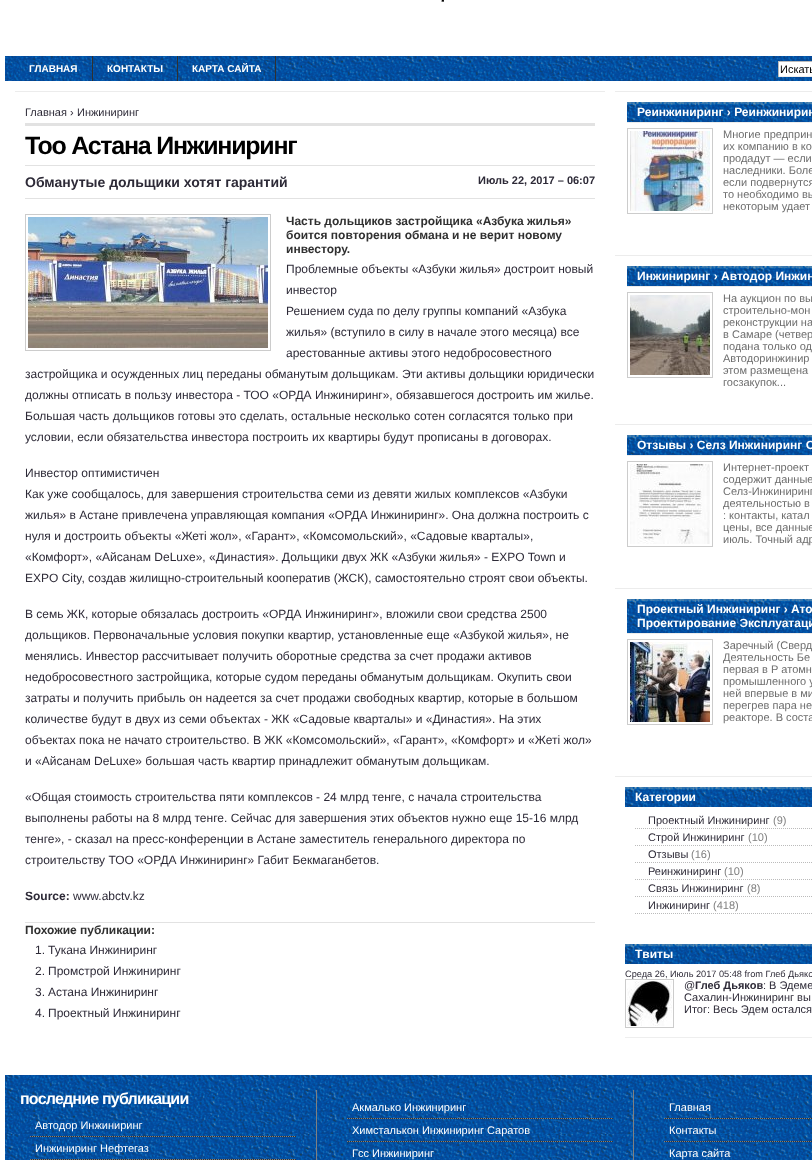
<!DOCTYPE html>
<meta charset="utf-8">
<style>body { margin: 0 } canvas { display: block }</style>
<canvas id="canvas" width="812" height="1160"></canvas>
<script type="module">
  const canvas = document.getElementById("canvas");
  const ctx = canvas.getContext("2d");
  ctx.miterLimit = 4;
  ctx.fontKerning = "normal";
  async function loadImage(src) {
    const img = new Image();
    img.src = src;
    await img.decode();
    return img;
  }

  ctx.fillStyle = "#ffffff";
  ctx.fillRect(0, 0, 812, 1160);
  ctx.drawImage(await loadImage("img1.png"), 441, 0, 3, 2);
  ctx.drawImage(await loadImage("img2.png"), 5, 56, 807, 25);
  ctx.fillStyle = "#303030";
  ctx.fillRect(92, 56, 1, 25);
  ctx.font = "bold 10px Liberation Sans";
  ctx.fillStyle = "#ffffff";
  ctx.fillText("ГЛАВНАЯ", 29, 72);
  ctx.fillStyle = "#303030";
  ctx.fillRect(177, 56, 1, 25);
  ctx.fillStyle = "#ffffff";
  ctx.fillText("КОНТАКТЫ", 107, 72);
  ctx.fillStyle = "#303030";
  ctx.fillRect(275, 56, 1, 25);
  ctx.fillStyle = "#ffffff";
  ctx.fillText("КАРТА САЙТА", 192, 72);
  ctx.fillRect(779, 62, 33, 14);
  ctx.fillStyle = "#bbbbbb";
  ctx.fillRect(778, 61, 34, 1);
  ctx.fillStyle = "#eeeeee";
  ctx.fillRect(778, 76, 34, 1);
  ctx.fillStyle = "#bbbbbb";
  ctx.fillRect(778, 61, 1, 16);
  ctx.font = "11px Liberation Sans";
  ctx.fillStyle = "#000000";
  ctx.fillText("Искать", 780, 73);
  ctx.fillStyle = "#ececec";
  ctx.fillRect(15, 91, 590, 1);
  ctx.fillStyle = "#2d2a37";
  ctx.fillText("Главная", 25, 116);
  ctx.fillText("›", 70, 116);
  ctx.fillText("Инжиниринг", 77, 116);
  ctx.fillStyle = "#e2e2e2";
  ctx.fillRect(25, 123, 570, 3);
  ctx.fillRect(25, 165, 570, 1);
  ctx.letterSpacing = "-1.25px";
  ctx.font = "bold 25px Liberation Sans";
  ctx.fillStyle = "#000000";
  ctx.fillText("Тоо Астана Инжиниринг", 25, 154);
  ctx.fillStyle = "#e2e2e2";
  ctx.fillRect(25, 198, 570, 1);
  ctx.letterSpacing = "0px";
  ctx.font = "bold 14px Liberation Sans";
  ctx.fillStyle = "#2d2a37";
  ctx.fillText("Обманутые дольщики хотят гарантий", 25, 187);
  ctx.font = "bold 11px Liberation Sans";
  ctx.fillText("Июль 22, 2017 – 06:07", 478, 184);
  ctx.fillStyle = "#e2e2e2";
  ctx.fillRect(25, 922, 570, 1);
  ctx.strokeStyle = "#cccccc";
  ctx.strokeRect(25.5, 214.5, 245, 136);
  ctx.drawImage(await loadImage("img3.png"), 28, 217, 240, 131);
  ctx.font = "bold 12px Liberation Sans";
  ctx.fillStyle = "#303030";
  ctx.fillText("Часть дольщиков застройщика «Азбука жилья»", 286, 225);
  ctx.fillText("боится повторения обмана и не верит новому", 286, 239);
  ctx.fillText("инвестору.", 286, 253);
  ctx.font = "12px Liberation Sans";
  ctx.fillStyle = "#2d2a37";
  ctx.fillText("Проблемные объекты «Азбуки жилья» достроит новый", 286, 273);
  ctx.fillText("инвестор", 286, 294);
  ctx.fillText("Решением суда по делу группы компаний «Азбука", 286, 315);
  ctx.fillText("жилья» (вступило в силу в начале этого месяца) все", 286, 336);
  ctx.fillText("арестованные активы этого недобросовестного", 286, 357);
  ctx.fillText("застройщика и осужденных лиц переданы обманутым дольщикам. Эти активы дольщики юридически", 25, 378);
  ctx.fillText("должны отписать в пользу инвестора - ТОО «ОРДА Инжиниринг», обязавшегося достроить им жилье.", 25, 399);
  ctx.fillText("Большая часть дольщиков готовы это сделать, остальные несколько сотен согласятся только при", 25, 420);
  ctx.fillText("условии, если обязательства инвестора построить их квартиры будут прописаны в договорах.", 25, 441);
  ctx.fillText("Инвестор оптимистичен", 25, 477);
  ctx.fillText("Как уже сообщалось, для завершения строительства семи из девяти жилых комплексов «Азбуки", 25, 498);
  ctx.fillText("жилья» в Астане привлечена управляющая компания «ОРДА Инжиниринг». Она должна построить с", 25, 519);
  ctx.fillText("нуля и достроить объекты «Жетi жол», «Гарант», «Комсомольский», «Садовые кварталы»,", 25, 540);
  ctx.fillText("«Комфорт», «Айсанам DeLuxe», «Династия». Дольщики двух ЖК «Азбуки жилья» - EXPO Town и", 25, 561);
  ctx.fillText("EXPO City, создав жилищно-строительный кооператив (ЖСК), самостоятельно строят свои объекты.", 25, 582);
  ctx.fillText("В семь ЖК, которые обязалась достроить «ОРДА Инжиниринг», вложили свои средства 2500", 25, 618);
  ctx.fillText("дольщиков. Первоначальные условия покупки квартир, установленные еще «Азбукой жилья», не", 25, 639);
  ctx.fillText("менялись. Инвестор рассчитывает получить оборотные средства за счет продажи активов", 25, 660);
  ctx.fillText("недобросовестного застройщика, которые судом переданы обманутым дольщикам. Окупить свои", 25, 681);
  ctx.fillText("затраты и получить прибыль он надеется за счет продажи свободных квартир, которые в большом", 25, 702);
  ctx.fillText("количестве будут в двух из семи объектах - ЖК «Садовые кварталы» и «Династия». На этих", 25, 723);
  ctx.fillText("объектах пока не начато строительство. В ЖК «Комсомольский», «Гарант», «Комфорт» и «Жетi жол»", 25, 744);
  ctx.fillText("и «Айсанам DeLuxe» большая часть квартир принадлежит обманутым дольщикам.", 25, 765);
  ctx.fillText("«Общая стоимость строительства пяти комплексов - 24 млрд тенге, с начала строительства", 25, 801);
  ctx.fillText("выполнены работы на 8 млрд тенге. Сейчас для завершения этих объектов нужно еще 15-16 млрд", 25, 822);
  ctx.fillText("тенге», - сказал на пресс-конференции в Астане заместитель генерального директора по", 25, 843);
  ctx.fillText("строительству ТОО «ОРДА Инжиниринг» Габит Бекмаганбетов.", 25, 864);
  ctx.font = "bold 12px Liberation Sans";
  ctx.fillText("Source:", 25, 900);
  ctx.font = "12px Liberation Sans";
  ctx.fillText("www.abctv.kz", 73, 900);
  ctx.font = "bold 12px Liberation Sans";
  ctx.fillStyle = "#303030";
  ctx.fillText("Похожие публикации:", 25, 934);
  ctx.font = "12px Liberation Sans";
  ctx.fillStyle = "#2d2a37";
  ctx.fillText("1.", 35, 954);
  ctx.fillText("Тукана Инжиниринг", 48, 954);
  ctx.fillText("2.", 35, 975);
  ctx.fillText("Промстрой Инжиниринг", 48, 975);
  ctx.fillText("3.", 35, 996);
  ctx.fillText("Астана Инжиниринг", 48, 996);
  ctx.fillText("4.", 35, 1017);
  ctx.fillText("Проектный Инжиниринг", 48, 1017);
  ctx.fillStyle = "#ececec";
  ctx.fillRect(615, 91, 197, 1);
  ctx.drawImage(await loadImage("img4.png"), 627, 102, 185, 20);
  ctx.fillRect(627, 122, 185, 1);
  ctx.font = "bold 12px Liberation Sans";
  ctx.fillStyle = "#ffffff";
  ctx.fillText("Реинжиниринг › Реинжинирин", 637, 116);
  ctx.strokeRect(627.5, 128.5, 85, 85);
  ctx.drawImage(await loadImage("img5.png"), 630, 131, 80, 80);
  ctx.font = "11px Liberation Sans";
  ctx.fillStyle = "#6d6d6d";
  ctx.fillText("Многие предприн", 723, 138);
  ctx.fillText("их компанию в ко", 723, 150);
  ctx.fillText("продадут — если", 723, 162);
  ctx.fillText("наследники. Боле", 723, 174);
  ctx.fillText("если подвернутся", 723, 186);
  ctx.fillText("то необходимо вы", 723, 198);
  ctx.fillText("некоторым удает", 723, 210);
  ctx.fillStyle = "#ececec";
  ctx.fillRect(615, 255, 197, 1);
  ctx.drawImage(await loadImage("img4.png"), 627, 266, 185, 20);
  ctx.fillRect(627, 286, 185, 1);
  ctx.font = "bold 12px Liberation Sans";
  ctx.fillStyle = "#ffffff";
  ctx.fillText("Инжиниринг › Автодор Инжин", 637, 280);
  ctx.strokeRect(627.5, 292.5, 85, 85);
  ctx.drawImage(await loadImage("img6.png"), 630, 295, 80, 80);
  ctx.font = "11px Liberation Sans";
  ctx.fillStyle = "#6d6d6d";
  ctx.fillText("На аукцион по вы", 723, 302);
  ctx.fillText("строительно-мон", 723, 314);
  ctx.fillText("реконструкции на", 723, 326);
  ctx.fillText("в Самаре (четвер", 723, 338);
  ctx.fillText("подана только од", 723, 350);
  ctx.fillText("Автодоринжинир", 723, 362);
  ctx.fillText("этом размещена", 723, 374);
  ctx.fillText("госзакупок...", 723, 386);
  ctx.fillStyle = "#ececec";
  ctx.fillRect(615, 424, 197, 1);
  ctx.drawImage(await loadImage("img4.png"), 627, 435, 185, 20);
  ctx.fillRect(627, 455, 185, 1);
  ctx.font = "bold 12px Liberation Sans";
  ctx.fillStyle = "#ffffff";
  ctx.fillText("Отзывы › Селз Инжиниринг О", 637, 449);
  ctx.strokeRect(627.5, 461.5, 85, 85);
  ctx.drawImage(await loadImage("img7.png"), 630, 464, 80, 80);
  ctx.font = "11px Liberation Sans";
  ctx.fillStyle = "#6d6d6d";
  ctx.fillText("Интернет-проект", 723, 471);
  ctx.fillText("содержит данные", 723, 483);
  ctx.fillText("Селз-Инжиниринг", 723, 495);
  ctx.fillText("деятельностью в", 723, 507);
  ctx.fillText(": контакты, катал", 723, 519);
  ctx.fillText("цены, все данные", 723, 531);
  ctx.fillText("июль. Точный адр", 723, 543);
  ctx.fillStyle = "#ececec";
  ctx.fillRect(615, 588, 197, 1);
  ctx.drawImage(await loadImage("img8.png"), 627, 599, 185, 34);
  ctx.fillRect(627, 633, 185, 1);
  ctx.font = "bold 12px Liberation Sans";
  ctx.fillStyle = "#ffffff";
  ctx.fillText("Проектный Инжиниринг › Ато", 637, 613);
  ctx.fillText("Проектирование Эксплуатаци", 637, 627);
  ctx.strokeRect(627.5, 639.5, 85, 85);
  ctx.drawImage(await loadImage("img9.png"), 630, 642, 80, 80);
  ctx.font = "11px Liberation Sans";
  ctx.fillStyle = "#6d6d6d";
  ctx.fillText("Заречный (Сверд", 723, 649);
  ctx.fillText("Деятельность Бе", 723, 661);
  ctx.fillText("первая в Р атомн", 723, 673);
  ctx.fillText("промышленного у", 723, 685);
  ctx.fillText("ней впервые в ми", 723, 697);
  ctx.fillText("перегрев пара не", 723, 709);
  ctx.fillText("реакторе. В соста", 723, 721);
  ctx.fillStyle = "#ececec";
  ctx.fillRect(615, 776, 197, 1);
  ctx.drawImage(await loadImage("img10.png"), 625, 787, 187, 20);
  ctx.font = "bold 12px Liberation Sans";
  ctx.fillStyle = "#ffffff";
  ctx.fillText("Категории", 635, 801);
  ctx.beginPath();
  ctx.moveTo(635, 828.5);
  ctx.lineTo(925, 828.5);
  ctx.strokeStyle = "#bbbbbb";
  ctx.setLineDash([1, 1]);
  ctx.stroke();
  ctx.font = "11px Liberation Sans";
  ctx.fillStyle = "#2d2a37";
  ctx.fillText("Проектный Инжиниринг", 648, 824);
  ctx.fillStyle = "#808080";
  ctx.fillText("(9)", 773, 824);
  ctx.beginPath();
  ctx.moveTo(635, 845.5);
  ctx.lineTo(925, 845.5);
  ctx.stroke();
  ctx.fillStyle = "#2d2a37";
  ctx.fillText("Строй Инжиниринг", 648, 841);
  ctx.fillStyle = "#808080";
  ctx.fillText("(10)", 748, 841);
  ctx.beginPath();
  ctx.moveTo(635, 862.5);
  ctx.lineTo(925, 862.5);
  ctx.stroke();
  ctx.fillStyle = "#2d2a37";
  ctx.fillText("Отзывы", 648, 858);
  ctx.fillStyle = "#808080";
  ctx.fillText("(16)", 691, 858);
  ctx.beginPath();
  ctx.moveTo(635, 879.5);
  ctx.lineTo(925, 879.5);
  ctx.stroke();
  ctx.fillStyle = "#2d2a37";
  ctx.fillText("Реинжиниринг", 648, 875);
  ctx.fillStyle = "#808080";
  ctx.fillText("(10)", 724, 875);
  ctx.beginPath();
  ctx.moveTo(635, 896.5);
  ctx.lineTo(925, 896.5);
  ctx.stroke();
  ctx.fillStyle = "#2d2a37";
  ctx.fillText("Связь Инжиниринг", 648, 892);
  ctx.fillStyle = "#808080";
  ctx.fillText("(8)", 747, 892);
  ctx.beginPath();
  ctx.moveTo(635, 913.5);
  ctx.lineTo(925, 913.5);
  ctx.stroke();
  ctx.fillStyle = "#2d2a37";
  ctx.fillText("Инжиниринг", 648, 909);
  ctx.fillStyle = "#808080";
  ctx.fillText("(418)", 713, 909);
  ctx.drawImage(await loadImage("img10.png"), 625, 944, 187, 20);
  ctx.font = "bold 12px Liberation Sans";
  ctx.fillStyle = "#ffffff";
  ctx.fillText("Tвиты", 635, 958);
  ctx.fillStyle = "#eeeeee";
  ctx.fillRect(625, 1037, 187, 1);
  ctx.font = "9.2px Liberation Sans";
  ctx.fillStyle = "#2d2a37";
  ctx.fillText("Среда 26, Июль 2017 05:48 from Глеб Дьяко", 625, 977);
  ctx.strokeStyle = "#cccccc";
  ctx.setLineDash([]);
  ctx.strokeRect(625.5, 979.5, 48, 48);
  ctx.drawImage(await loadImage("img11.png"), 627, 981, 45, 45);
  ctx.font = "11px Liberation Sans";
  ctx.fillText("@", 684, 989);
  ctx.font = "bold 11px Liberation Sans";
  ctx.fillText("Глеб Дьяков", 695, 989);
  ctx.font = "11px Liberation Sans";
  ctx.fillText(": В Эдеме", 763, 989);
  ctx.fillText("Сахалин-Инжиниринг вы", 684, 1001);
  ctx.fillText("Итог: Весь Эдем остался", 684, 1013);
  ctx.drawImage(await loadImage("img12.png"), 5, 1075, 807, 85);
  ctx.fillStyle = "#808080";
  ctx.fillRect(316, 1090, 1, 70);
  ctx.letterSpacing = "-0.8px";
  ctx.font = "bold 16px Liberation Sans";
  ctx.fillStyle = "#ffffff";
  ctx.fillText("последние публикации", 20, 1104);
  ctx.letterSpacing = "0px";
  ctx.font = "11px Liberation Sans";
  ctx.fillText("Автодор Инжиниринг", 35, 1129);
  ctx.drawImage(await loadImage("img13.png"), 30, 1136, 266, 1);
  ctx.fillText("Инжиниринг Нефтегаз", 35, 1152);
  ctx.drawImage(await loadImage("img13.png"), 30, 1159, 266, 1);
  ctx.fillStyle = "#808080";
  ctx.fillRect(633, 1090, 1, 70);
  ctx.fillStyle = "#ffffff";
  ctx.fillText("Акмалько Инжиниринг", 352, 1111);
  ctx.drawImage(await loadImage("img13.png"), 347, 1118, 266, 1);
  ctx.fillText("Химсталькон Инжиниринг Саратов", 352, 1134);
  ctx.drawImage(await loadImage("img13.png"), 347, 1141, 266, 1);
  ctx.fillText("Гсс Инжиниринг", 352, 1157);
  ctx.fillText("Главная", 669, 1111);
  ctx.drawImage(await loadImage("img14.png"), 664, 1118, 148, 1);
  ctx.fillText("Контакты", 669, 1134);
  ctx.drawImage(await loadImage("img14.png"), 664, 1141, 148, 1);
  ctx.fillText("Карта сайта", 669, 1157);
</script>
--
▶ Task details: Counting the line that contains "ctx.fillRect(633, 1090, 1, 70);" as the first, copy exactly every line through the end of the records, and nothing else.

▶ Task solution:
  ctx.fillRect(633, 1090, 1, 70);
  ctx.fillStyle = "#ffffff";
  ctx.fillText("Акмалько Инжиниринг", 352, 1111);
  ctx.drawImage(await loadImage("img13.png"), 347, 1118, 266, 1);
  ctx.fillText("Химсталькон Инжиниринг Саратов", 352, 1134);
  ctx.drawImage(await loadImage("img13.png"), 347, 1141, 266, 1);
  ctx.fillText("Гсс Инжиниринг", 352, 1157);
  ctx.fillText("Главная", 669, 1111);
  ctx.drawImage(await loadImage("img14.png"), 664, 1118, 148, 1);
  ctx.fillText("Контакты", 669, 1134);
  ctx.drawImage(await loadImage("img14.png"), 664, 1141, 148, 1);
  ctx.fillText("Карта сайта", 669, 1157);
</script>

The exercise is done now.